The chief of staff of the resistance -
Town hall, Ouroux-en-Morvan
In summer 1944, Ouroux-en-Morvan became the clandestine administrative head of the Nièvre. Robert Jacquin was appointed to take charge by the Provisional Government of the Republic. On 8 August 1944, the Ouroux-en-Morvan accords were also signed, uniting all of the Resistance in the Nièvre (French Interior Forces and the Francs-Tireurs and the French Partisans).
Memorial to the Resistance -
On 15 February 1944, five members of the Maquis des Fiottes and a villager were killed by a team of French collaborators. This memorial to the Resistance, sculpted by Jacques Bertoux and Charles Gianferrari, pays homage to the combatants of the Resistance.
The Maquis of Chaumard massacre -
Cemetery and memorial stone, Chaumard
The Maquis de Chaumard was created at the beginning of July 1944 in the village's woods by Marcel Lemaître and Alexandre Octave, codename Bauché. A victim of betrayal or espionage, the maquis was attacked at dawn on 31 July 1944. The army surrounded the camp and took the still sleeping maquisards by surprise. The effect of surprise was total. The maquis was destroyed and burnt down. Twenty-two maquisards were killed, four taken prisoner and deported.
Allies in the war
British bomber accident -
In the night of 14 to 15 February 1943, a British bomber returning from a sortie over Milan (Italy) crashed in the forest only a few kilometres from Saint-Brisson.
Four of the flight crew managed to parachute out of the aircraft, but only two members of the crew, the pilot from New Zealand, John Whyte, and the English mechanic, Stanley Eyre, survived the accident. They were then taken care of by local inhabitants and subsequently by the monks of Pierre-qui-Vire Abbey (Saint-Léger-Vauban). They managed to make their way back to England after an epic journey lasting over a year, thanks to forged identity papers and the escape networks.
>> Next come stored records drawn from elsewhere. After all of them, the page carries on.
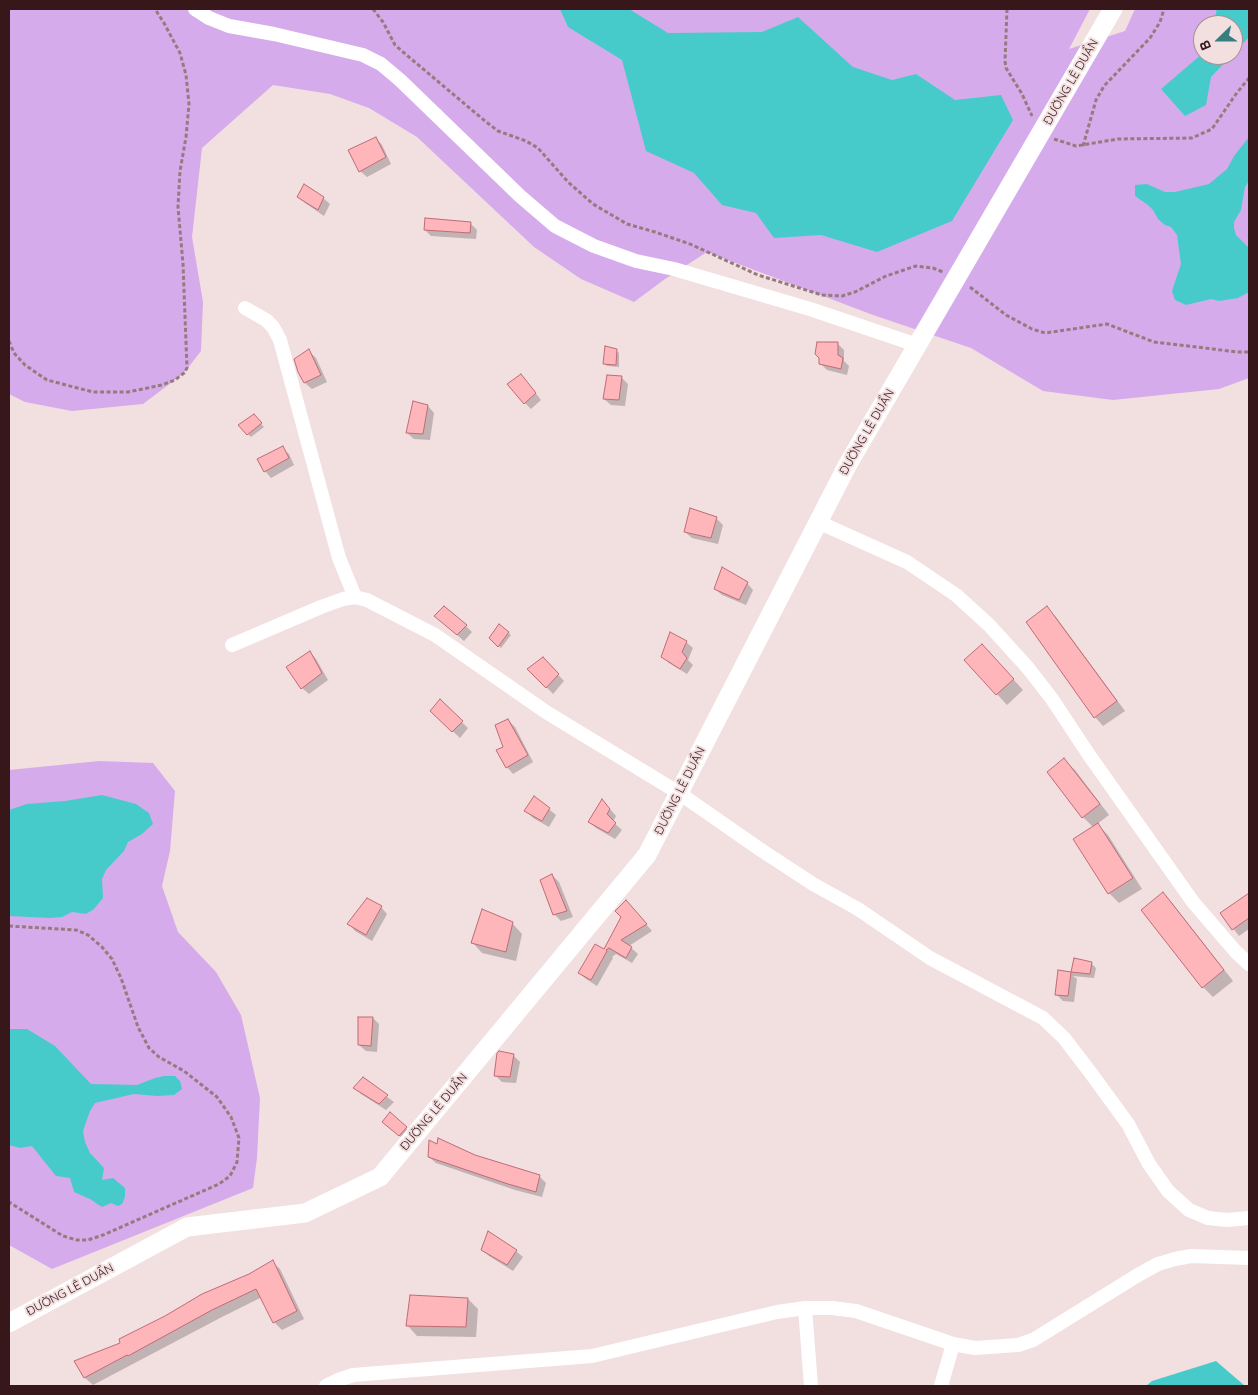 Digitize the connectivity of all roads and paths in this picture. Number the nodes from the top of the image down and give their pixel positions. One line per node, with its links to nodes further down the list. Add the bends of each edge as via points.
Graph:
1 (155, 9): 12 (path, via 180,53 189,104 178,207 187,368 175,380 162,384 128,392 93,392 47,380 25,365 14,353)
2 (195, 9): 13 (street, via 229,26 363,55 381,64 555,226 594,246)
3 (373, 9): 10 (path, via 403,52 491,126 538,148 592,204 627,224 690,244 758,275 822,295 842,296 856,292 886,276 916,266)
4 (1007, 9): 8 (path, via 1006,68)
5 (1113, 9): 8 (main road, ĐƯỜNG LÊ DUẨN)
6 (1164, 9): 9 (path, via 1150,38 1104,86 1096,100)
7 (1249, 78): 9 (path, via 1212,129 1199,136 1118,139)
8 (1041, 133): 9 (path, via 1066,144); 10 (main road, ĐƯỜNG LÊ DUẨN)
9 (1083, 146)
10 (957, 277): 13 (main road, ĐƯỜNG LÊ DUẨN); 14 (path, via 1006,315 1045,333 1107,324 1154,342)
11 (245, 308): 16 (street, via 274,327 280,340 339,558)
12 (9, 340)
13 (917, 345): 15 (main road, ĐƯỜNG LÊ DUẨN)
14 (1249, 352)
15 (818, 522): 18 (main road, ĐƯỜNG LÊ DUẨN); 20 (street, via 906,562 956,595 989,626 1052,699 1193,902)
16 (356, 597): 17 (street); 18 (street, via 435,635 546,712)
17 (232, 645)
18 (679, 793): 22 (street, via 761,850 858,909 930,958 1043,1018 1064,1038 1128,1124 1168,1191 1189,1210 1208,1218); 25 (main road, ĐƯỜNG LÊ DUẨN, via 647,855 380,1177 305,1213 187,1227)
19 (9, 926): 21 (path, via 76,930 102,947 121,978 149,1048 217,1097 231,1117 238,1138 237,1162 230,1176 88,1240 64,1236)
20 (1249, 964)
21 (9, 1202)
22 (1249, 1218)
23 (1249, 1258): 26 (street, via 1175,1258 1138,1275 1033,1340 996,1348)
24 (805, 1308): 26 (street, via 856,1311); 27 (street, via 592,1356 353,1375); 28 (street)
25 (9, 1323)
26 (952, 1344): 29 (street)
27 (326, 1386)
28 (811, 1386)
29 (941, 1386) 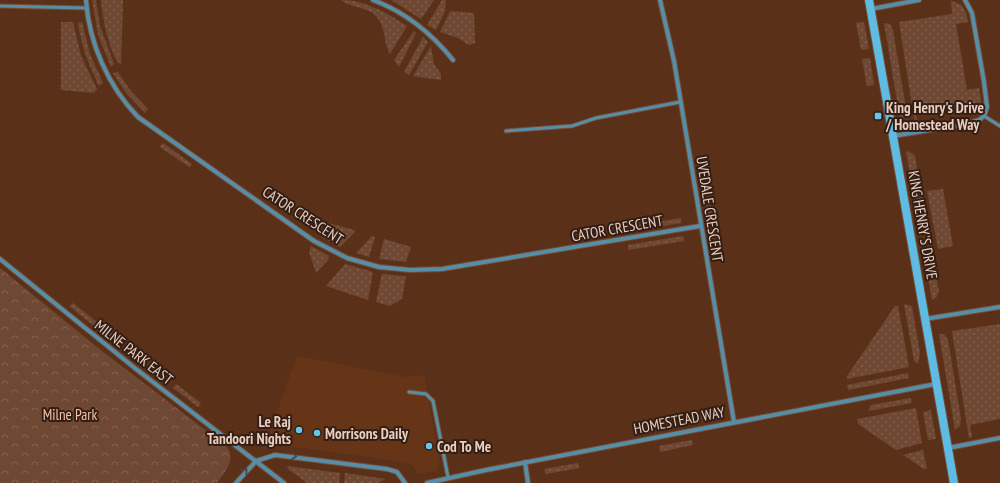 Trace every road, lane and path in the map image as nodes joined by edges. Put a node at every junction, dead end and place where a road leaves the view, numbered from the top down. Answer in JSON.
{"nodes":[{"id":1,"x":86,"y":0,"type":"edge"},
{"id":2,"x":374,"y":0,"type":"edge"},
{"id":3,"x":660,"y":0,"type":"edge"},
{"id":4,"x":869,"y":0,"type":"edge"},
{"id":5,"x":919,"y":0,"type":"edge"},
{"id":6,"x":965,"y":0,"type":"edge"},
{"id":7,"x":0,"y":6,"type":"edge"},
{"id":8,"x":86,"y":8,"type":"junction"},
{"id":9,"x":871,"y":9,"type":"junction"},
{"id":10,"x":453,"y":60,"type":"dead end"},
{"id":11,"x":680,"y":102,"type":"junction"},
{"id":12,"x":984,"y":116,"type":"junction"},
{"id":13,"x":1000,"y":126,"type":"edge"},
{"id":14,"x":506,"y":131,"type":"dead end"},
{"id":15,"x":893,"y":136,"type":"junction"},
{"id":16,"x":700,"y":226,"type":"junction"},
{"id":17,"x":0,"y":259,"type":"edge"},
{"id":18,"x":1000,"y":307,"type":"edge"},
{"id":19,"x":925,"y":319,"type":"junction"},
{"id":20,"x":936,"y":384,"type":"junction"},
{"id":21,"x":409,"y":392,"type":"dead end"},
{"id":22,"x":734,"y":422,"type":"junction"},
{"id":23,"x":1000,"y":438,"type":"edge"},
{"id":24,"x":948,"y":448,"type":"junction"},
{"id":25,"x":256,"y":460,"type":"junction"},
{"id":26,"x":524,"y":462,"type":"junction"},
{"id":27,"x":448,"y":477,"type":"junction"},
{"id":28,"x":236,"y":483,"type":"edge"},
{"id":29,"x":284,"y":483,"type":"edge"},
{"id":30,"x":405,"y":483,"type":"edge"},
{"id":31,"x":427,"y":483,"type":"edge"},
{"id":32,"x":528,"y":483,"type":"edge"},
{"id":33,"x":954,"y":483,"type":"edge"}],
"edges":[{"from":1,"to":8,"type":"street","name":"CATOR CRESCENT"},
{"from":2,"to":10,"type":"street"},
{"from":3,"to":11,"type":"street","name":"UVEDALE CRESCENT"},
{"from":4,"to":9,"type":"street","name":"KING HENRY'S DRIVE"},
{"from":5,"to":9,"type":"street"},
{"from":6,"to":12,"type":"street"},
{"from":7,"to":8,"type":"lane"},
{"from":8,"to":16,"type":"street","name":"CATOR CRESCENT"},
{"from":9,"to":15,"type":"street","name":"KING HENRY'S DRIVE"},
{"from":11,"to":14,"type":"lane"},
{"from":11,"to":16,"type":"street","name":"UVEDALE CRESCENT"},
{"from":12,"to":13,"type":"lane"},
{"from":12,"to":15,"type":"street"},
{"from":15,"to":19,"type":"street","name":"KING HENRY'S DRIVE"},
{"from":16,"to":22,"type":"street","name":"UVEDALE CRESCENT"},
{"from":17,"to":25,"type":"street","name":"MILNE PARK EAST"},
{"from":18,"to":19,"type":"street"},
{"from":19,"to":20,"type":"street","name":"KING HENRY'S DRIVE"},
{"from":20,"to":22,"type":"street","name":"HOMESTEAD WAY"},
{"from":20,"to":24,"type":"street","name":"KING HENRY'S DRIVE"},
{"from":21,"to":27,"type":"lane"},
{"from":22,"to":26,"type":"street","name":"HOMESTEAD WAY"},
{"from":23,"to":24,"type":"street"},
{"from":24,"to":33,"type":"street","name":"KING HENRY'S DRIVE"},
{"from":28,"to":25,"type":"street","one_way":true},
{"from":25,"to":29,"type":"street","name":"MILNE PARK EAST"},
{"from":25,"to":30,"type":"street","one_way":true},
{"from":26,"to":27,"type":"street","name":"HOMESTEAD WAY"},
{"from":26,"to":32,"type":"street"},
{"from":27,"to":31,"type":"street","name":"HOMESTEAD WAY"}]} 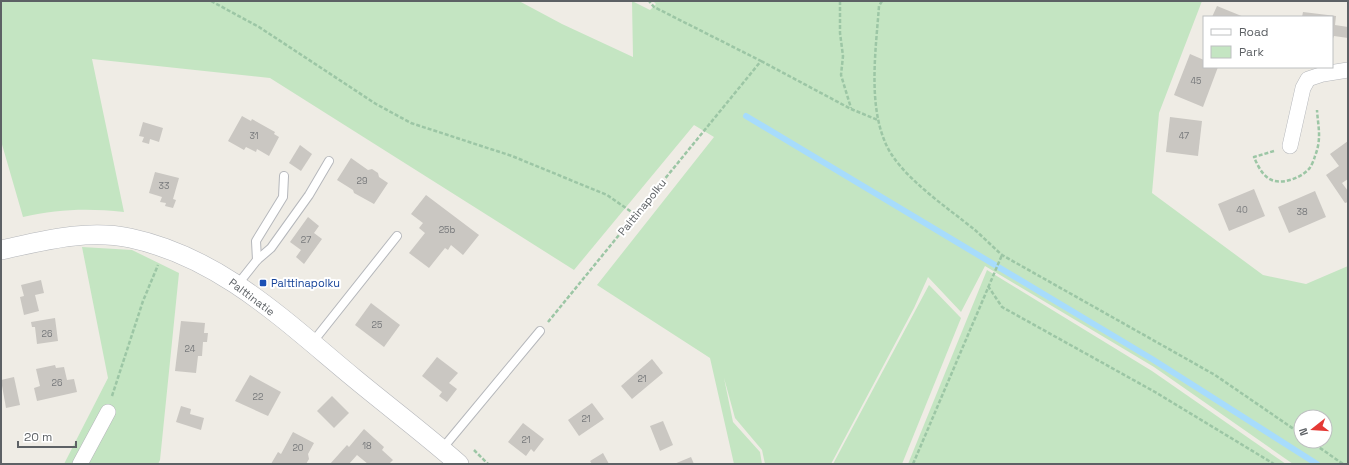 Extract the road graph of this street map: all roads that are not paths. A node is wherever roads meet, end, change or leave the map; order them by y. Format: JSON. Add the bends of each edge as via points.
{"nodes":[{"id":1,"x":1348,"y":70,"type":"edge"},
{"id":2,"x":1290,"y":146,"type":"dead end"},
{"id":3,"x":329,"y":161,"type":"dead end"},
{"id":4,"x":284,"y":176,"type":"dead end"},
{"id":5,"x":397,"y":236,"type":"dead end"},
{"id":6,"x":1,"y":250,"type":"edge"},
{"id":7,"x":257,"y":260,"type":"junction"},
{"id":8,"x":238,"y":284,"type":"junction"},
{"id":9,"x":540,"y":331,"type":"road end"},
{"id":10,"x":312,"y":343,"type":"junction"},
{"id":11,"x":108,"y":412,"type":"road end"},
{"id":12,"x":442,"y":449,"type":"junction"},
{"id":13,"x":80,"y":464,"type":"edge"},
{"id":14,"x":459,"y":464,"type":"edge"}],
"edges":[{"from":1,"to":2,"type":"street","via":[[1308,79],[1303,88]]},
{"from":3,"to":7,"type":"lane","via":[[309,195],[271,248]]},
{"from":4,"to":7,"type":"lane","via":[[283,197],[256,241]]},
{"from":5,"to":10,"type":"lane"},
{"from":6,"to":8,"type":"street","name":"Palttinatie","via":[[67,236],[129,238],[166,248]]},
{"from":7,"to":8,"type":"lane"},
{"from":8,"to":10,"type":"street","name":"Palttinatie"},
{"from":9,"to":12,"type":"lane"},
{"from":10,"to":12,"type":"street","name":"Palttinatie"},
{"from":11,"to":13,"type":"street"},
{"from":12,"to":14,"type":"street","name":"Palttinatie"}]}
Ironically, the aircraft's Merlin engines, which were responsible for the tragedy, plunged into the earth in the hamlet of Les Merlins, where a memorial can be found, to the west of Saulieu, on the border between the Nièvre and the Côte d’Or.
The open-air cathedral -
Coeuzon, Ouroux en Morvan
During the summer of 1944, the Morvan held a strategic role in the liberation of the country and became one of the nerve centres of the French Resistance. The organised, armed maquis were supported in certain sectors by the SAS, the British Special Forces, who parachuted into the Morvan.
In the course of fighting, men and women, French and foreign, involved in this fight against Nazism and Vichy, had to face up to the possibility of death. The Maquis Bernard, based in this forest, constructed this military cemetery in order to lay to rest the bodies of the combatants, victims of the fighting to liberate France.
Dramatic parachute drops -
Mazignien and Marigny-l’Eglise cemetery
In the night of 18 July 1944, two parachute drops were expected, one by the British SAS and the other by the resistance fighters of the Maquis Camille. Setting out from England, two aircraft, one American, the other British, arrived over the drop zone codenamed Peinture at the same time. Dropping from the same altitude, they collided with each other. One of the two aircraft had time to drop part of its load, but both aircraft caught fire and crashed. The aircrews, all reservist volunteers, were killed. There were 15 fatalities.
The crew from the British aircraft were buried in the cemetery. A monument pays homage to the American aircrew, whose bodies lie at rest in the American cemetery in Epinal, the Ardennes in Belgium and in the United States. An unknown Russian soldier, who died in other circumstances, is also buried beside them.